• **AIM OF THE EXERCISE**
Only lines holding "hand" are wanted; copy each of them from the records below.

··· EXERCISE MATERIALS

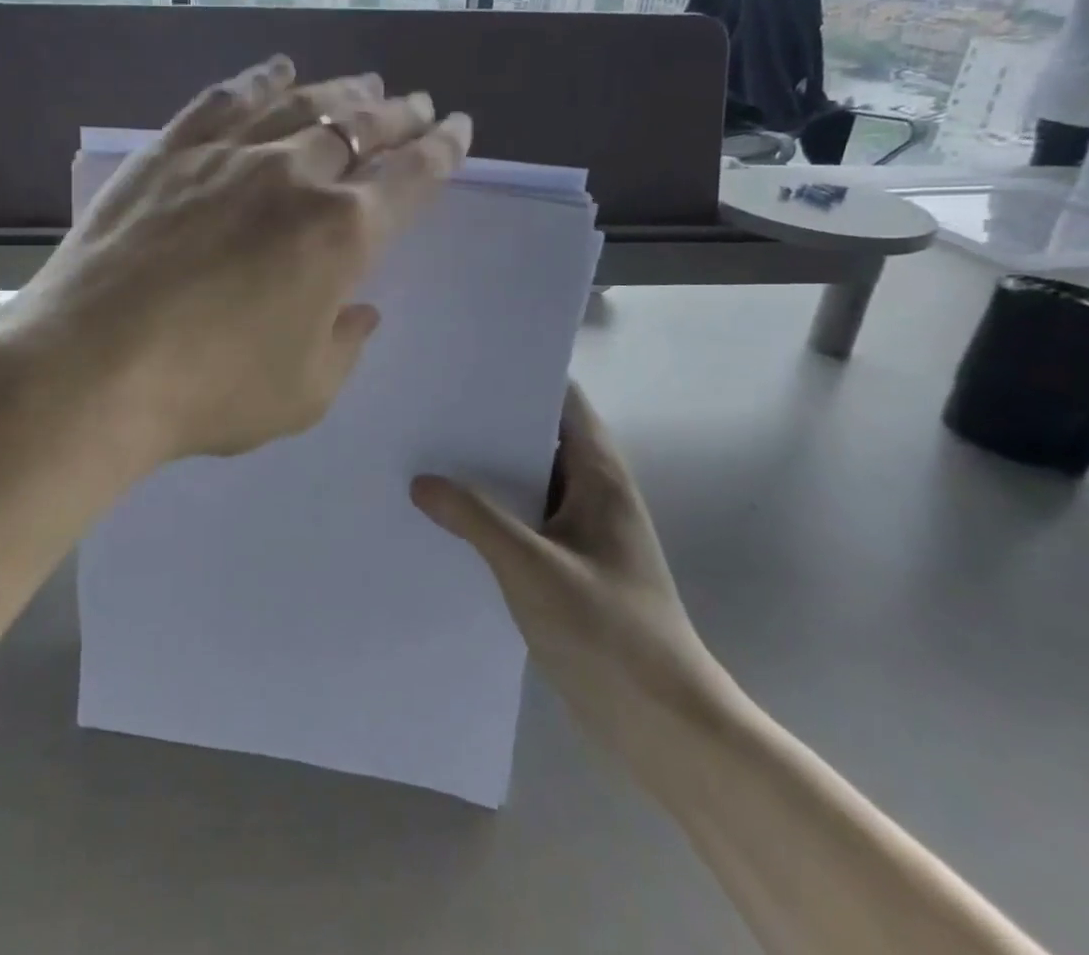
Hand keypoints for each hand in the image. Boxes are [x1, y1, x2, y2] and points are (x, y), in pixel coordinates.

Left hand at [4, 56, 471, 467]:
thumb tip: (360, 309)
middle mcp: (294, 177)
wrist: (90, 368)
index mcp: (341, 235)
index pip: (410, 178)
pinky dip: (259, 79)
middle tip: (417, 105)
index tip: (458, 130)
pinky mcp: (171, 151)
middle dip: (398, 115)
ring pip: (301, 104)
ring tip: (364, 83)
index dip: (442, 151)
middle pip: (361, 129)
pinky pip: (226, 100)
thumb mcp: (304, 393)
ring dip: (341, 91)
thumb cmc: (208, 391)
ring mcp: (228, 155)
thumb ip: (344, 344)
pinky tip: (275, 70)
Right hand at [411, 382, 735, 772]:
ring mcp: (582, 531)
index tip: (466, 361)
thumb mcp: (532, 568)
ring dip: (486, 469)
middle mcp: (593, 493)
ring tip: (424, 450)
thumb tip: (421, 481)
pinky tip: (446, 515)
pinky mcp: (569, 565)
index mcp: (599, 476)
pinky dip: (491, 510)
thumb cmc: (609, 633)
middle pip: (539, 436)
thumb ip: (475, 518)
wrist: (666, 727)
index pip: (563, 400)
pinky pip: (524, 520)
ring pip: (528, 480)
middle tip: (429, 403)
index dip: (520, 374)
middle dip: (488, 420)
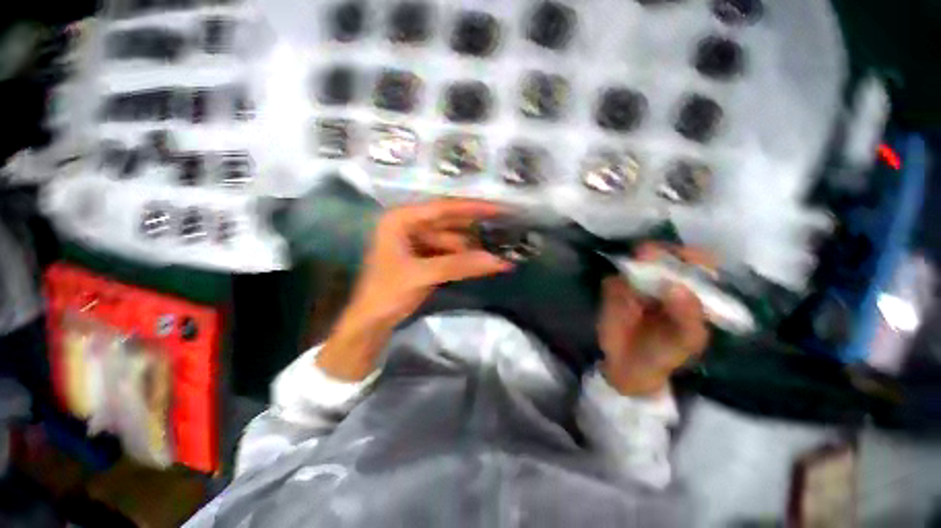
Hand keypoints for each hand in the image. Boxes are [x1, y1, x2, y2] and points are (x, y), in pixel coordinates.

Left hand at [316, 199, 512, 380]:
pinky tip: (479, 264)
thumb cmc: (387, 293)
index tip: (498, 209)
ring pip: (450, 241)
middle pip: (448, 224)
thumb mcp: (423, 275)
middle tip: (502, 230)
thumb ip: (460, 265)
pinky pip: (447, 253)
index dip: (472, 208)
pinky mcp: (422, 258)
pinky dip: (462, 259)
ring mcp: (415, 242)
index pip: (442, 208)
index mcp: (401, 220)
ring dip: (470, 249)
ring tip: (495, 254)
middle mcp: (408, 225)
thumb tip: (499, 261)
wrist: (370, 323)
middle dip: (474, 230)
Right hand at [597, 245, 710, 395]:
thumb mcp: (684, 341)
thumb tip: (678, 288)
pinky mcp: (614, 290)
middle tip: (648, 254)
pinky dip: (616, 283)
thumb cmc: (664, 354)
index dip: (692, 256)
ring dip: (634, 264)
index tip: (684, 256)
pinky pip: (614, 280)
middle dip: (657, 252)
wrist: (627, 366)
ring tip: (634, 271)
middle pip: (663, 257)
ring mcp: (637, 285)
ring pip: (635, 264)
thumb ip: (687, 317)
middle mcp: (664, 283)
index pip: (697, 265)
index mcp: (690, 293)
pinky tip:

······

• **SOLUTION BELOW**
Hand keypoints for each hand in the image. Boxes are [x1, y1, x2, y2] and points are (x, y), in pixel coordinates.
Left hand at [4, 56, 471, 467]:
Right hand at [411, 382, 735, 772]:
Hand keypoints for each hand in the image. Boxes are [x1, y1, x2, y2] and points are (x, y), in pixel coordinates.
Left hand at [316, 199, 512, 380]:
Right hand at [597, 245, 710, 395]:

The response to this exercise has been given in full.